Look through the listing below and report every line that contains "where".

===== Provided records =====

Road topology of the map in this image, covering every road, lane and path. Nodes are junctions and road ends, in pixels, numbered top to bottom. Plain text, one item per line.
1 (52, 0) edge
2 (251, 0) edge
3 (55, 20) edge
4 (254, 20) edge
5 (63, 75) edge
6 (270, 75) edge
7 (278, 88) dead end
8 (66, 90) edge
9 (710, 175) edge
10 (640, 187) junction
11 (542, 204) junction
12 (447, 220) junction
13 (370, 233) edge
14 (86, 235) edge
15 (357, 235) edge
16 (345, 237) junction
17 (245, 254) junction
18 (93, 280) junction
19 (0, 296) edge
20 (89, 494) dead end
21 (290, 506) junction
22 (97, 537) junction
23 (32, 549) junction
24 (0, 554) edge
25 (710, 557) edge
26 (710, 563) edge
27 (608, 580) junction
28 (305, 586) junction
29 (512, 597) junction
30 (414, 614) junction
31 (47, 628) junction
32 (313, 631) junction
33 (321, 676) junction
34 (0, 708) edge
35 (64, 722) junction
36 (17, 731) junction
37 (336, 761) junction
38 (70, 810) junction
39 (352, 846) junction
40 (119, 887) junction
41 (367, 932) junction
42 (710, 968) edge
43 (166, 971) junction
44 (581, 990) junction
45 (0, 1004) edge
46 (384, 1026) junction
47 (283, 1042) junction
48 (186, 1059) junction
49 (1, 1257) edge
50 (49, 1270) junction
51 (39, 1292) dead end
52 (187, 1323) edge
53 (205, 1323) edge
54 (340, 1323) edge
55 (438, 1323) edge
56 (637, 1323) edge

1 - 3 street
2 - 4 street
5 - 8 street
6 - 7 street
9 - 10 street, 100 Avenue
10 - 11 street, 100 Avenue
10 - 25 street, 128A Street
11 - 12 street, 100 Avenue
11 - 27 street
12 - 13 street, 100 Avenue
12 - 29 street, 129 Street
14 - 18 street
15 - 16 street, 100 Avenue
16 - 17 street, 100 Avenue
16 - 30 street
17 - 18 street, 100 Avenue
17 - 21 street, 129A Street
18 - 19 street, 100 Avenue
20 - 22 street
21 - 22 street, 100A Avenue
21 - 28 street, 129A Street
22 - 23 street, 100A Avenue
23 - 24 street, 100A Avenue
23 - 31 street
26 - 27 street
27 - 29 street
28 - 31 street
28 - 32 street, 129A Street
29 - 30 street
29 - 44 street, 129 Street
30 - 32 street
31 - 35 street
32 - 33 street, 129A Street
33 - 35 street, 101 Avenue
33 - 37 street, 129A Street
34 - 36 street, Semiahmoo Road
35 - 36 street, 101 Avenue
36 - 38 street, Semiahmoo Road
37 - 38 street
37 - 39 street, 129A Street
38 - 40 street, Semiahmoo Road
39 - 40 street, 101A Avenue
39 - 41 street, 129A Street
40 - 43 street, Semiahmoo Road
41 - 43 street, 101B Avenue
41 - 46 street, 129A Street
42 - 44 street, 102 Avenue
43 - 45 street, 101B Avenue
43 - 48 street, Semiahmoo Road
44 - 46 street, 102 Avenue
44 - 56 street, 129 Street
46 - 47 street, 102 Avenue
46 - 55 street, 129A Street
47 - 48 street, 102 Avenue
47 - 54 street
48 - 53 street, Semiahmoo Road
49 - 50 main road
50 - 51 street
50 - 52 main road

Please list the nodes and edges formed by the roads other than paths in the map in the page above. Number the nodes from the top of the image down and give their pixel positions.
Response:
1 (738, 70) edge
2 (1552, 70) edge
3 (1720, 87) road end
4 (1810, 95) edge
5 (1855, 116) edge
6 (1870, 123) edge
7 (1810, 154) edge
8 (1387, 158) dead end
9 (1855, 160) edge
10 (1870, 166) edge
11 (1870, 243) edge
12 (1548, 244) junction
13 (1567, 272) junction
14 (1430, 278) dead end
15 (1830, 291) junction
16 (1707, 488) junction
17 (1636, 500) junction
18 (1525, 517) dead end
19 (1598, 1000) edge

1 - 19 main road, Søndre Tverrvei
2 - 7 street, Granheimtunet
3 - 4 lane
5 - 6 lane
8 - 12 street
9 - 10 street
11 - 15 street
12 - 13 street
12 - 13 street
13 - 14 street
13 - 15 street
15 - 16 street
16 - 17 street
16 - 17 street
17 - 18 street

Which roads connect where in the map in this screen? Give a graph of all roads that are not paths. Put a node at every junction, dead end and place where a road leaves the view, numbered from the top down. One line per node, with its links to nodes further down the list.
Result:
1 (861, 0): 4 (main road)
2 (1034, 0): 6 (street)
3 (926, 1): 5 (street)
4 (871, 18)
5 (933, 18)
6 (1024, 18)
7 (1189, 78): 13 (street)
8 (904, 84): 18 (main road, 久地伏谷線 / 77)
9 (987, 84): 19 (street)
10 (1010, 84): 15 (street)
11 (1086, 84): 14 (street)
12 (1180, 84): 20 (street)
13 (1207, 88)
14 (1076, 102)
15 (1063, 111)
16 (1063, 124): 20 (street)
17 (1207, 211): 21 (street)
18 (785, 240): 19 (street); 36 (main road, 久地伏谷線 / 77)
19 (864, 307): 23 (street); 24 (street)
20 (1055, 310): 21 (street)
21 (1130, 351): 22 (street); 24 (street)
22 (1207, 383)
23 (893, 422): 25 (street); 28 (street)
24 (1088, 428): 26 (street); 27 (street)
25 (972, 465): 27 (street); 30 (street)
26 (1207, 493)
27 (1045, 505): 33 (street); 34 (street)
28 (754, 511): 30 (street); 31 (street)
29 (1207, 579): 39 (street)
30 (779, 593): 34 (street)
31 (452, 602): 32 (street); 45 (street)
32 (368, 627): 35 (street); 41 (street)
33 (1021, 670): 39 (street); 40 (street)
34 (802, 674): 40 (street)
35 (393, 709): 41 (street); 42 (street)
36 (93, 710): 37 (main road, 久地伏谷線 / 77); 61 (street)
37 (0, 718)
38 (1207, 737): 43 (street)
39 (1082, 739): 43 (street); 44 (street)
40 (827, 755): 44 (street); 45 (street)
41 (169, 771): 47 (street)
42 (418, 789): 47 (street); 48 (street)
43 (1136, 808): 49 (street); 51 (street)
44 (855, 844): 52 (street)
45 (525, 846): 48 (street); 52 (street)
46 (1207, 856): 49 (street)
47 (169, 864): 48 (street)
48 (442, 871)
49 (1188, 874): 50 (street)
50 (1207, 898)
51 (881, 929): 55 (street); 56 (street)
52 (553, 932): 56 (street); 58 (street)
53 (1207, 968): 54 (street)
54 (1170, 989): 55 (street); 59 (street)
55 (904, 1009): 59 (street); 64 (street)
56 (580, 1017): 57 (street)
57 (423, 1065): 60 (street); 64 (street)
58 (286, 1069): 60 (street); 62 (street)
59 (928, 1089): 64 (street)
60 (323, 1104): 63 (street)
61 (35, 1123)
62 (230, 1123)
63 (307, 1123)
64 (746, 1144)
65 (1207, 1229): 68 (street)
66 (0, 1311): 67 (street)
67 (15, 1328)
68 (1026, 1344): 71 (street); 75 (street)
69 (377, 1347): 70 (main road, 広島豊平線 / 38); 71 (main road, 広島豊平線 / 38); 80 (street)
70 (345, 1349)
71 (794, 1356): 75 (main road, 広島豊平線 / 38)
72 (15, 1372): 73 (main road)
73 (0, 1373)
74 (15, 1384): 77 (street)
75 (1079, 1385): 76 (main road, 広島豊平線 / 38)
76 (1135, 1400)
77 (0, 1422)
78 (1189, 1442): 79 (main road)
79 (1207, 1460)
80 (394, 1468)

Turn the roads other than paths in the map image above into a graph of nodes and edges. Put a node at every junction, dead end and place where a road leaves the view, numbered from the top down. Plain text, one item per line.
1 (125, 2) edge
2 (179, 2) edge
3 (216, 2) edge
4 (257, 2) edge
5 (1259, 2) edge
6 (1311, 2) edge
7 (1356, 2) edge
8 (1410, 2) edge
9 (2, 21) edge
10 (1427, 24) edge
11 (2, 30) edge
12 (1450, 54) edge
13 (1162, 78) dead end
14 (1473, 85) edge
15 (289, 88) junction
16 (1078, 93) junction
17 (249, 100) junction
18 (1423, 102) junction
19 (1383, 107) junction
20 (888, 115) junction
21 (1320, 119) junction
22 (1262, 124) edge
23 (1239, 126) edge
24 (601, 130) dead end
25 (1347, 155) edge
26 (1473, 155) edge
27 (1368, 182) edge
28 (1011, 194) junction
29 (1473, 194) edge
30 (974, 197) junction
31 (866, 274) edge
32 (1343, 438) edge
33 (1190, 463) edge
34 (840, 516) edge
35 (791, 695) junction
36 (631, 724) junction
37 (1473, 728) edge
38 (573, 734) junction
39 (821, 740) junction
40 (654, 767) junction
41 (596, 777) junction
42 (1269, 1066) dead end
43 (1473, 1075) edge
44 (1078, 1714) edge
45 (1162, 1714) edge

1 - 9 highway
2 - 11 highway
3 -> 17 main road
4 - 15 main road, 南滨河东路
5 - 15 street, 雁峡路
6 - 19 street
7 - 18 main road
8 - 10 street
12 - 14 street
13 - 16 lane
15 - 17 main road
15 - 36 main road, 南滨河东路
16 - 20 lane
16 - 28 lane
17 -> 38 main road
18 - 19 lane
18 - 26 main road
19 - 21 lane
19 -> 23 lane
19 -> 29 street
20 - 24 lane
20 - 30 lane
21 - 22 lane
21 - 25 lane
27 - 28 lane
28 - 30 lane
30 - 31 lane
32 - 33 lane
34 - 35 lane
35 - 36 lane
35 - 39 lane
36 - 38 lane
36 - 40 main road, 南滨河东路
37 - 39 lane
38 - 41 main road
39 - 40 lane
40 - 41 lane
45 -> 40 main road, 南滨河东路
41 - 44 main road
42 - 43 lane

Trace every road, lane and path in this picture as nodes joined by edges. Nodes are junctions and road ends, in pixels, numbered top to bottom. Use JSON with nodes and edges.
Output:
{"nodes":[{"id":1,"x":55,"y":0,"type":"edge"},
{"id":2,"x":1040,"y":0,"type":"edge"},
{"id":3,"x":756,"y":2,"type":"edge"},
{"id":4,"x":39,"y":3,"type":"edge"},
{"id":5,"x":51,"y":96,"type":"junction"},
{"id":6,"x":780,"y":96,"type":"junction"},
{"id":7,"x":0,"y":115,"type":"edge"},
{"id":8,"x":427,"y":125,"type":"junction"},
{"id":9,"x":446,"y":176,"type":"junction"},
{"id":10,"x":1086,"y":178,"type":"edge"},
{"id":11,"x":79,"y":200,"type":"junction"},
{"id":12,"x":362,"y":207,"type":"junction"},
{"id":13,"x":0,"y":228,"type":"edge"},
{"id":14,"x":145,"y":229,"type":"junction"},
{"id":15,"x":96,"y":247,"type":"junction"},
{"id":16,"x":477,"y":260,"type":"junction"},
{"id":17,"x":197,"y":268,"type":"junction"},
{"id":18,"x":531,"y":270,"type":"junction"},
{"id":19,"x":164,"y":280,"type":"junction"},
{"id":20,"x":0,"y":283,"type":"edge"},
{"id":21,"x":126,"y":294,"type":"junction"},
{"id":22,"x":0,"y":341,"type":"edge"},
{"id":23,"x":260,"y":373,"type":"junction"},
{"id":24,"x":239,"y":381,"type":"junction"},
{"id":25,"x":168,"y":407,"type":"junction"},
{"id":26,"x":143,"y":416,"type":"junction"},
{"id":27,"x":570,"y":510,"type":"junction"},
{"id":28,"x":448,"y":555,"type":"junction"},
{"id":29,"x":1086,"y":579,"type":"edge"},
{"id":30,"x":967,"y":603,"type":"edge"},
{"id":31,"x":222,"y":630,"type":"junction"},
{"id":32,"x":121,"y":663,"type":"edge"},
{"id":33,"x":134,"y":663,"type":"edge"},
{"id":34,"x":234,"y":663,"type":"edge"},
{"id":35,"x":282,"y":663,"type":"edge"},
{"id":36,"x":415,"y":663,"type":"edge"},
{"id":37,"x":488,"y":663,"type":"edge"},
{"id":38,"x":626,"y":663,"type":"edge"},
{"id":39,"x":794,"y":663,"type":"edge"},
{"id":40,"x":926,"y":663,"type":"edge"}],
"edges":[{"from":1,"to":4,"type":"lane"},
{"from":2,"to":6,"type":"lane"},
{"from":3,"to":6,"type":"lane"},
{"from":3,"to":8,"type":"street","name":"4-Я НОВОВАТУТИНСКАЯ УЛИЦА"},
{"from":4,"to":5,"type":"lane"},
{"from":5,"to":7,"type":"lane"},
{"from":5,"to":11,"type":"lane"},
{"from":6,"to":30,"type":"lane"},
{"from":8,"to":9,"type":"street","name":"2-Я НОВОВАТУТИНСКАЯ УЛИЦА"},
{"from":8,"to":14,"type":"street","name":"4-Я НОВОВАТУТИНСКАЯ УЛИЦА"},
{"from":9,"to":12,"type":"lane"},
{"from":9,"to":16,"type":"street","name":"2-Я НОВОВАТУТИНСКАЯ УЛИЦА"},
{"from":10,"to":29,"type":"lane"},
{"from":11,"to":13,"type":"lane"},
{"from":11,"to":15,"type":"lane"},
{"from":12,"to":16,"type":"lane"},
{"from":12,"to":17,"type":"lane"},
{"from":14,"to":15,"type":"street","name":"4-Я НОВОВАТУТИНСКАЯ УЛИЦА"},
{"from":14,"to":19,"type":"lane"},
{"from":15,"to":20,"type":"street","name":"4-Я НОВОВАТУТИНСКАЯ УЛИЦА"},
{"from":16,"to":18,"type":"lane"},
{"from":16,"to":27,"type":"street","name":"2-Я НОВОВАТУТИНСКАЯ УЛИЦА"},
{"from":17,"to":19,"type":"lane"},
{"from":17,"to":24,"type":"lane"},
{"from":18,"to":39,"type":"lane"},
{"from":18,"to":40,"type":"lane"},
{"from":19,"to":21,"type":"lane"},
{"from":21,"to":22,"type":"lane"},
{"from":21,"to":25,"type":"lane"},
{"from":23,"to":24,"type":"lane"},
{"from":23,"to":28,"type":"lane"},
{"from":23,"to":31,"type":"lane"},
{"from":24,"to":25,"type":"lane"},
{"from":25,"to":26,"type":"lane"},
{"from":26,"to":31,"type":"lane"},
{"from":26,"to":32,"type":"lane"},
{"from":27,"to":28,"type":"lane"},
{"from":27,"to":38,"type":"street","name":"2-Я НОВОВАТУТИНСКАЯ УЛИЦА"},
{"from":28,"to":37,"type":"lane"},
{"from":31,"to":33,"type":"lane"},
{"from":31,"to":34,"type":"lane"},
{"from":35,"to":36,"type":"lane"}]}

=====

_Exercise answer_.
Which roads connect where in the map in this screen? Give a graph of all roads that are not paths. Put a node at every junction, dead end and place where a road leaves the view, numbered from the top down. One line per node, with its links to nodes further down the list.
Turn the roads other than paths in the map image above into a graph of nodes and edges. Put a node at every junction, dead end and place where a road leaves the view, numbered from the top down. Plain text, one item per line.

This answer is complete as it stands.